Хорошо уживался в Финляндии около этого времени известный поэт Е. А. Баратынский. Страна суровой мечты и печального раздумья имела тонкую аналогию с господствовавшим его настроением и его печальной судьбой. В своих поэмах «Эдде» и «Пирах» — он воспел красивый гимн её природе. Для облегчения его положения, он был переведен в Гельсингфорс, где сдружился с адъютантами генерал-губернатора, H. В. Путятой и А. А. Мухановым, и был принят в оживленном доме гр. А. А. Закревского. «Не представлять впредь до повеления» к производству Баратынского, гласила строго резолюция Государя. Однако, прощение было испрошено, и поэт, по выражению партизана Давыдова, сиял, «как медный грош». Баратынский навсегда сохранил признательность к своему благодетелю Закревскому и расположение к Финляндии: «Приезжай, милый Путята, поговорим еще о Финляндии, где я пережил все, что было живого в моем сердце». «Как я живо помню Гельсингфорсскую жизнь. Поверишь ли, что я бы с большим удовольствием теперь навестил ее? В этой стране я нашел много добрых людей, этот край был пестуном моей поэзии. Лучшая мечта моей поэтической гордости состояла бы в том, чтобы в память мою посещали Финляндию будущие поэты». «Прощай, свобода, прощай, поэзия! — писал Баратынский, покидая Финляндию. — Прощай, отчизна непогоды, угрюмая страна, где солнце пасмурно сияет, где сосен вечный шум и моря рев — и все питает безумье мрачных дум».
Поездка молодого Я. К. Грота летом 1837 г. на Иматру и в Гельсингфорс возбудила в нем живой интерес к своеобразному краю. На следующий год он повторяет свой поездку и знакомится с Рунебергом в Борго. В 1839 г. он вновь в Гельсингфорсе и занят уже поисками материала для изучения финского эпоса «Калевала». Поэт В. А. Жуковский рекомендует Грота гр. Р. И. Ребиндеру, и тот берет его, в 1840 г., чиновником особых поручений. В дни университетского юбилея Грот принимает уже деятельное участие в сближении финляндцев с русскими, пишет статьи о Финляндии в «Современнике», печатает часть перевода Тегнеревой поэмы «Фритиофс-сага».
Я. К. Грот переселился в Гельсингфорс. Настал медовый месяц его финляндской жизни. В 1840 г. Плетнев проводит у него лето в Гельсингфорсе. В его дружеской переписке с П. А. Плетневым читаем: «Мне все представляется прелестным только в одной Финляндии». «Надобно отдать финнам справедливость, что они прямодушны и честны». «Я желал бы остаться навсегда в Финляндии». «К счастью, в них есть столько прекрасного, благородного, что применение (к их жизни) для меня вовсе не тягостно.

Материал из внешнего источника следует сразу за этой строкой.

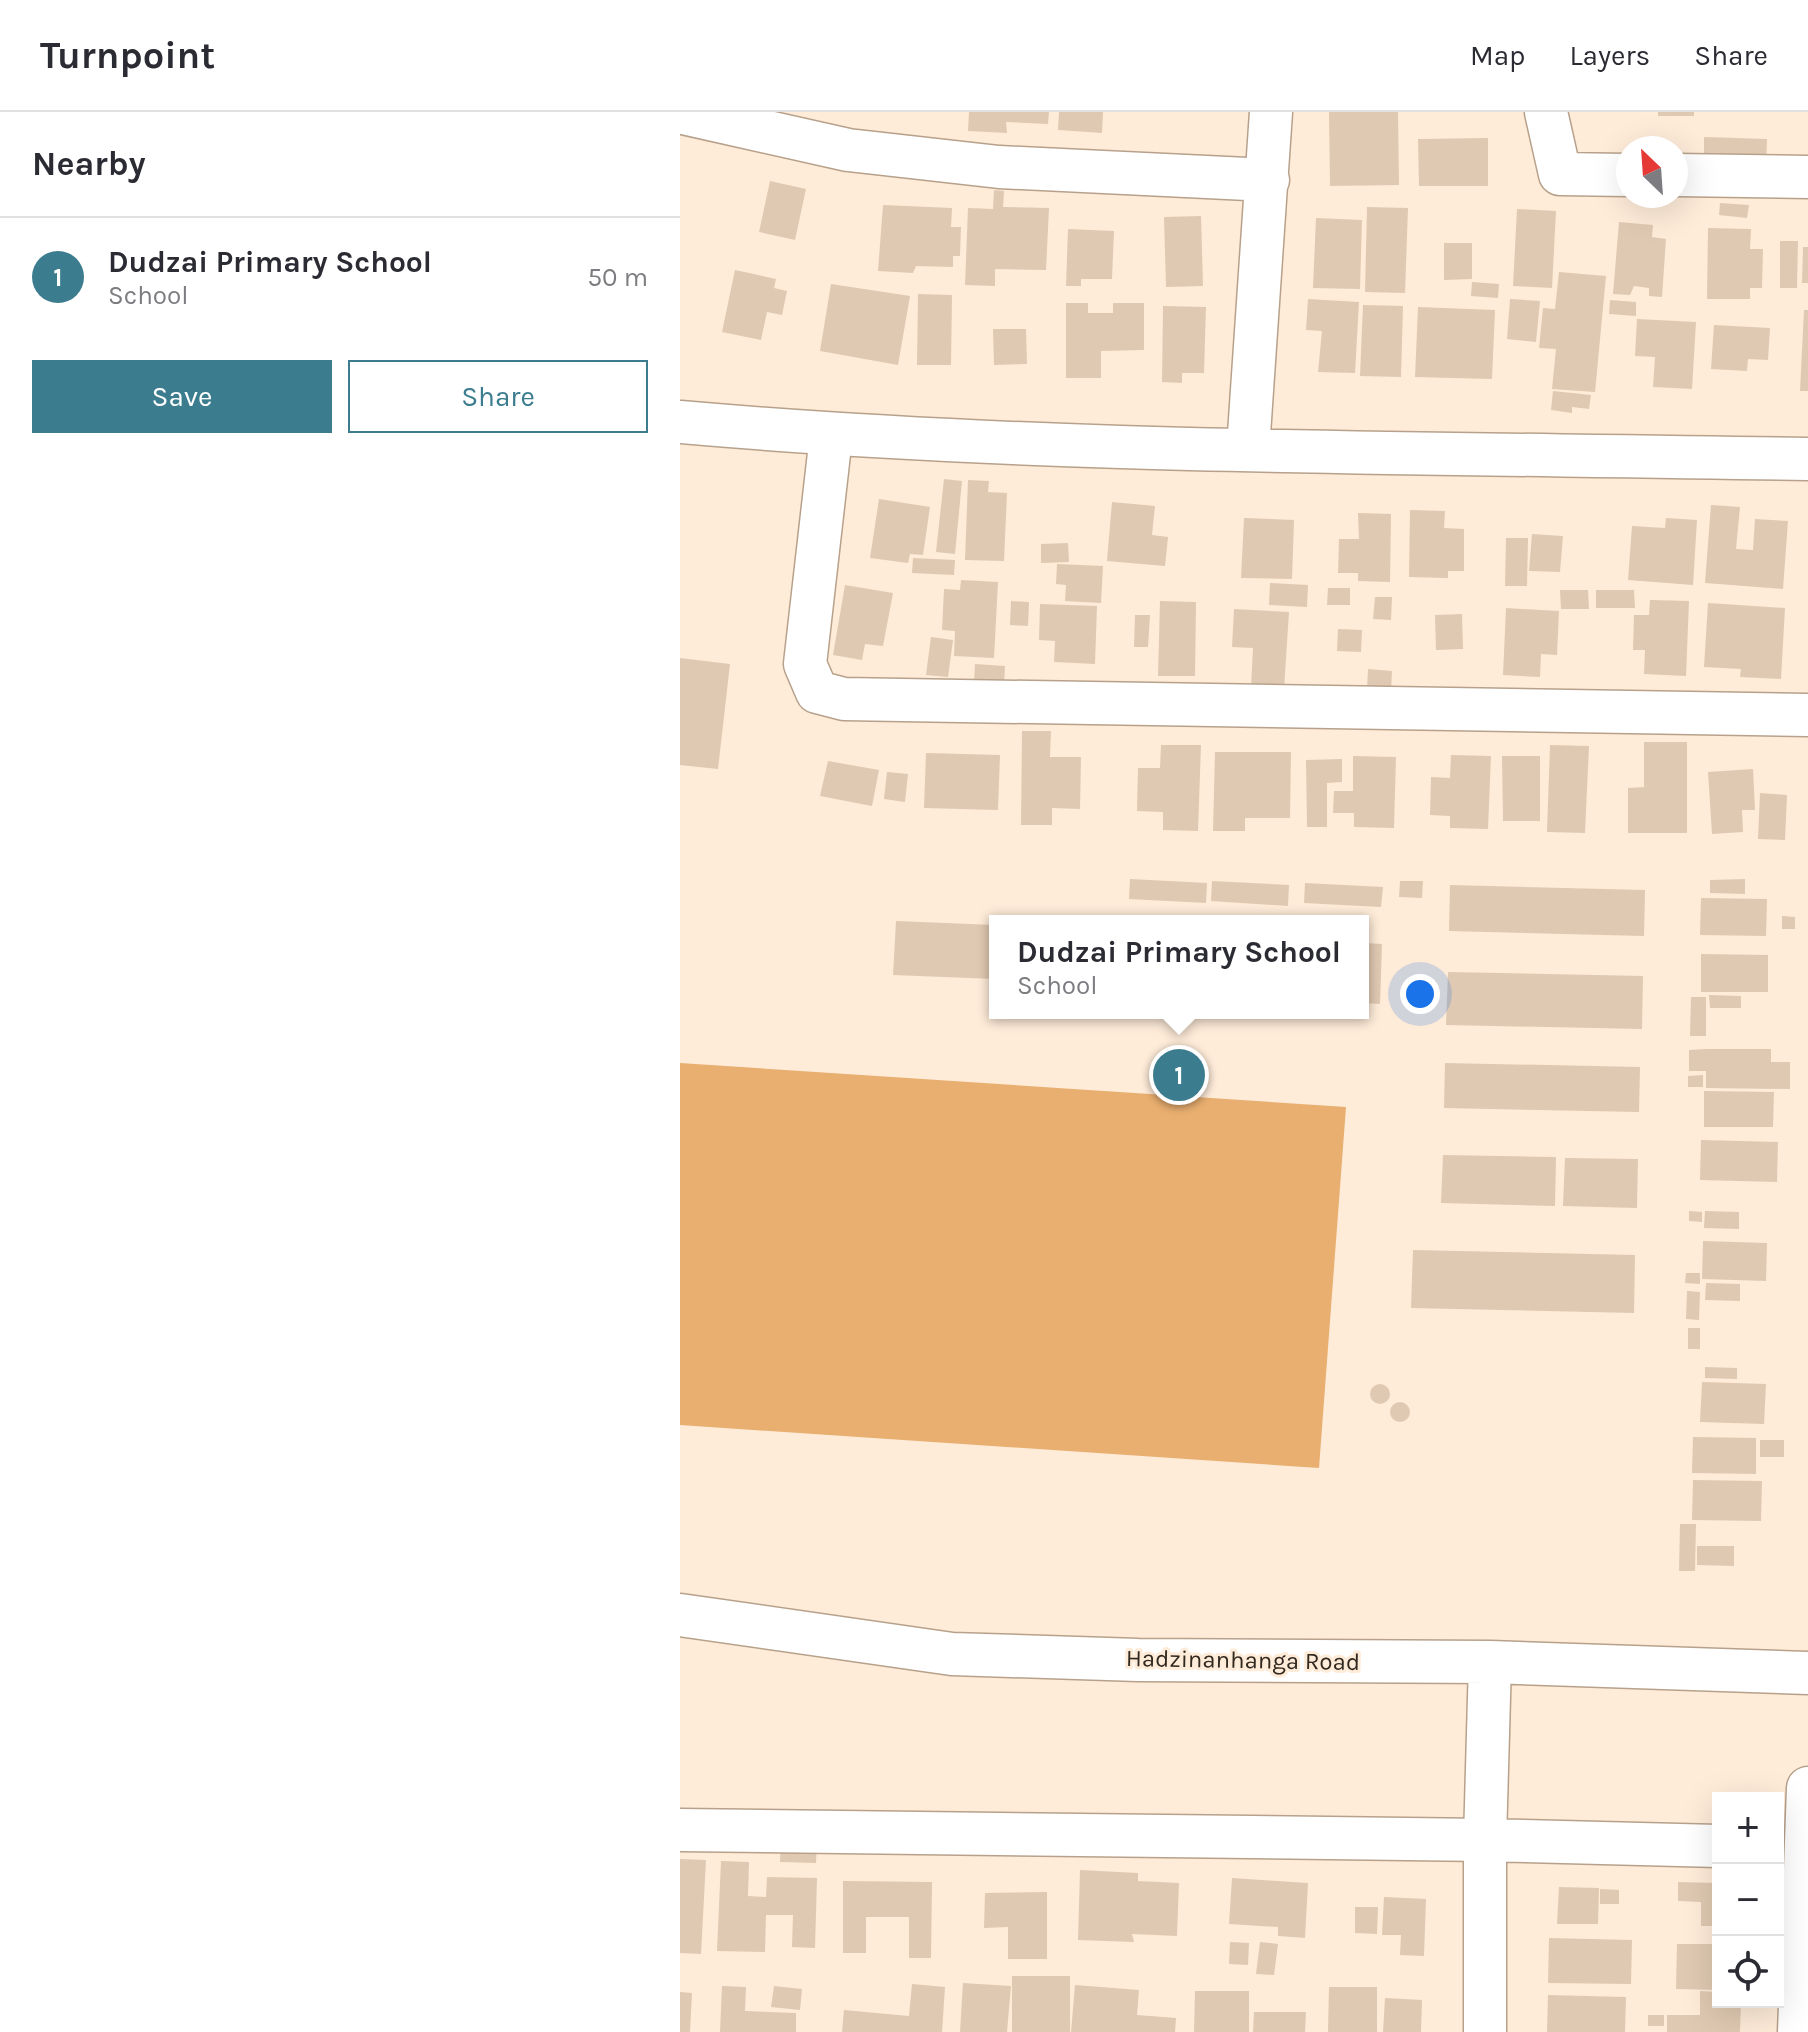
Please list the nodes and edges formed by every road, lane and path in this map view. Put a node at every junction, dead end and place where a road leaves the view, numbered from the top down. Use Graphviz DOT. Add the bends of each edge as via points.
graph roads {
  1 [pos="1271,112"];
  2 [pos="1546,112"];
  3 [pos="682,118"];
  4 [pos="1616,175"];
  5 [pos="1688,175"];
  6 [pos="1808,177"];
  7 [pos="1268,180"];
  8 [pos="680,422"];
  9 [pos="831,436"];
  10 [pos="1248,449"];
  11 [pos="1808,459"];
  12 [pos="1808,715"];
  13 [pos="680,1615"];
  14 [pos="1490,1662"];
  15 [pos="1808,1673"];
  16 [pos="1808,1788"];
  17 [pos="680,1830"];
  18 [pos="1485,1840"];
  19 [pos="1712,1846"];
  20 [pos="1797,1847"];
  21 [pos="1485,2032"];
  22 [pos="1799,2032"];
  1 -- 7 [label="street"];
  2 -- 4 [label="street" via="1560,174"];
  3 -- 7 [label="street" via="848,150 999,167"];
  5 -- 6 [label="street"];
  7 -- 10 [label="street"];
  8 -- 9 [label="street"];
  9 -- 10 [label="street"];
  9 -- 12 [label="street" via="805,664 817,692 844,699"];
  10 -- 11 [label="street"];
  13 -- 14 [label="street, Hadzinanhanga Road" via="952,1654"];
  14 -- 15 [label="street, Hadzinanhanga Road"];
  14 -- 18 [label="street"];
  16 -- 20 [label="street"];
  17 -- 18 [label="street"];
  18 -- 19 [label="street"];
  18 -- 21 [label="street"];
  20 -- 22 [label="street"];
}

Дружелюбие, которое мне везде оказывают, не может не трогать меня, и чем более я узнаю финнов и Финляндию, тем более ценю их. Если я найду с их стороны взаимность, то могу быть вполне доволен». «Летом ты проводишь счастливую жизнь, — отвечает ему петербуржец. — Что может быть приятнее и полезнее переездов по стране, в которой красота природы в гармонии с чистотой нравов жителей и их образованностью? В прежнее время Швейцария представляла что-то подобное. Теперь и там ужасы революции затмили прелести картин природы. Да, я готов думать, что для моей или твоей души только и осталось в Старом Свете одна страна, где мы найдем счастье по нашему понятию, — это Финляндия. Если бы я мог владеть двумя господствующими в ней языками, я не усомнился бы усвоить ее себе, как отечество»... «Поклонов тысячу всем моим родным финляндцам, — значится в конце письма П. А. Плетнева. — Скажите всем им, что никогда не перестану я гордиться их дружеством и везде буду говорить, что я понял прямое счастье только в Гельсингфорсе, почему и старик Клинковстрём иначе не зовет меня, как наш добрый финляндец». «Тайный советник Гартман не ошибся, что я люблю Финляндию от чистого сердца». «Пошли доброй Финляндии гения-хранителя». Подобными сердечными излияниями полны письма Грота и Плетнева.